= REQUIRED ACTION =
Your job with the data below is to output exactly the lines from the one holding "pinky mcp: (258, 135)" down to the one holding "ring mcp: (470, 79)", both included, and no others.

= DATASET RECORDS =
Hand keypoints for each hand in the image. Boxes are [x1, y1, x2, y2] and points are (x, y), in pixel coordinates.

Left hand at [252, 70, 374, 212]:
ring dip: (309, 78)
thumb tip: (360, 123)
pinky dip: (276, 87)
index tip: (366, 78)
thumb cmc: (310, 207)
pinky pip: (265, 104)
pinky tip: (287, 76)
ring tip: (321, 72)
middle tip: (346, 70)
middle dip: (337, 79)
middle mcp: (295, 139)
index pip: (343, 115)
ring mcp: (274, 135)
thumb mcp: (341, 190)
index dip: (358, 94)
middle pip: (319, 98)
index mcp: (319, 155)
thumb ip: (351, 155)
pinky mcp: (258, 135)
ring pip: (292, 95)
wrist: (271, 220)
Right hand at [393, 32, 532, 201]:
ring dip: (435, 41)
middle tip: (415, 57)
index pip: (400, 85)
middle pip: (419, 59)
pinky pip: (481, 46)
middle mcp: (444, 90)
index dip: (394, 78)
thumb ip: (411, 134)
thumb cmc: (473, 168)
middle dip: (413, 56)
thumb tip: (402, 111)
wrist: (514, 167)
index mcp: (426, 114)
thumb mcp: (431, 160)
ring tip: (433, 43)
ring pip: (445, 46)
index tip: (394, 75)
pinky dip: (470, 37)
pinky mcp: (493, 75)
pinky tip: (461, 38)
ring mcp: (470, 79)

---

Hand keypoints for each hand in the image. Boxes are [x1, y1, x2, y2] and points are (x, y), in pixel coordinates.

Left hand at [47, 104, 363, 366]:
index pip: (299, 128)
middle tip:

...

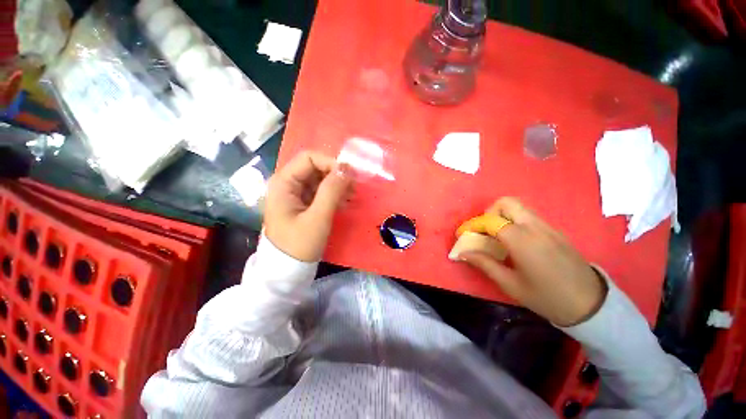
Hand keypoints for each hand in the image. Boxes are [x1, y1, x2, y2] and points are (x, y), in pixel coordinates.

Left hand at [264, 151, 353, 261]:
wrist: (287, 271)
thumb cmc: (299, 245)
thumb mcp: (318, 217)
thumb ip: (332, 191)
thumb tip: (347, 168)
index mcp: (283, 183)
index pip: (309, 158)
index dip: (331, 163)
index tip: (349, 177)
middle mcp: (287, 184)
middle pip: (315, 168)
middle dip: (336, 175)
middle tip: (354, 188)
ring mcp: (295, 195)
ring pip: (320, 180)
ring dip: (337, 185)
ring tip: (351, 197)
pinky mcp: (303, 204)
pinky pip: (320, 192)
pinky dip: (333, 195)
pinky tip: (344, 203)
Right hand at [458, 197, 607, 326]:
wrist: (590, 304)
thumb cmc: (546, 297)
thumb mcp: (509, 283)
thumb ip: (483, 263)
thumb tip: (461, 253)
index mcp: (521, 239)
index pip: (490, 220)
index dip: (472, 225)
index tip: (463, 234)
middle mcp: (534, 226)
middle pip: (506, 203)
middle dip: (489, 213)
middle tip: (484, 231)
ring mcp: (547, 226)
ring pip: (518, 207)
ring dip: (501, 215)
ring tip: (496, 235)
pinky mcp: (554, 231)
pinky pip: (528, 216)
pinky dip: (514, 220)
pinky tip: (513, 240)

= FINISHED TASK =
pinky mcp: (258, 135)
ring pip: (292, 95)
wrist: (271, 220)
Right hand at [393, 32, 532, 201]:
ring dip: (435, 41)
middle tip: (415, 57)
index pip: (400, 85)
middle pip: (419, 59)
pinky pip: (481, 46)
middle mcp: (444, 90)
index dip: (394, 78)
thumb ip: (411, 134)
thumb cmc: (473, 168)
middle dip: (413, 56)
thumb tip: (402, 111)
wrist: (514, 167)
index mcp: (426, 114)
thumb mcp: (431, 160)
ring tip: (433, 43)
ring pip: (445, 46)
index tip: (394, 75)
pinky dip: (470, 37)
pinky mcp: (493, 75)
pinky tip: (461, 38)
ring mcp: (470, 79)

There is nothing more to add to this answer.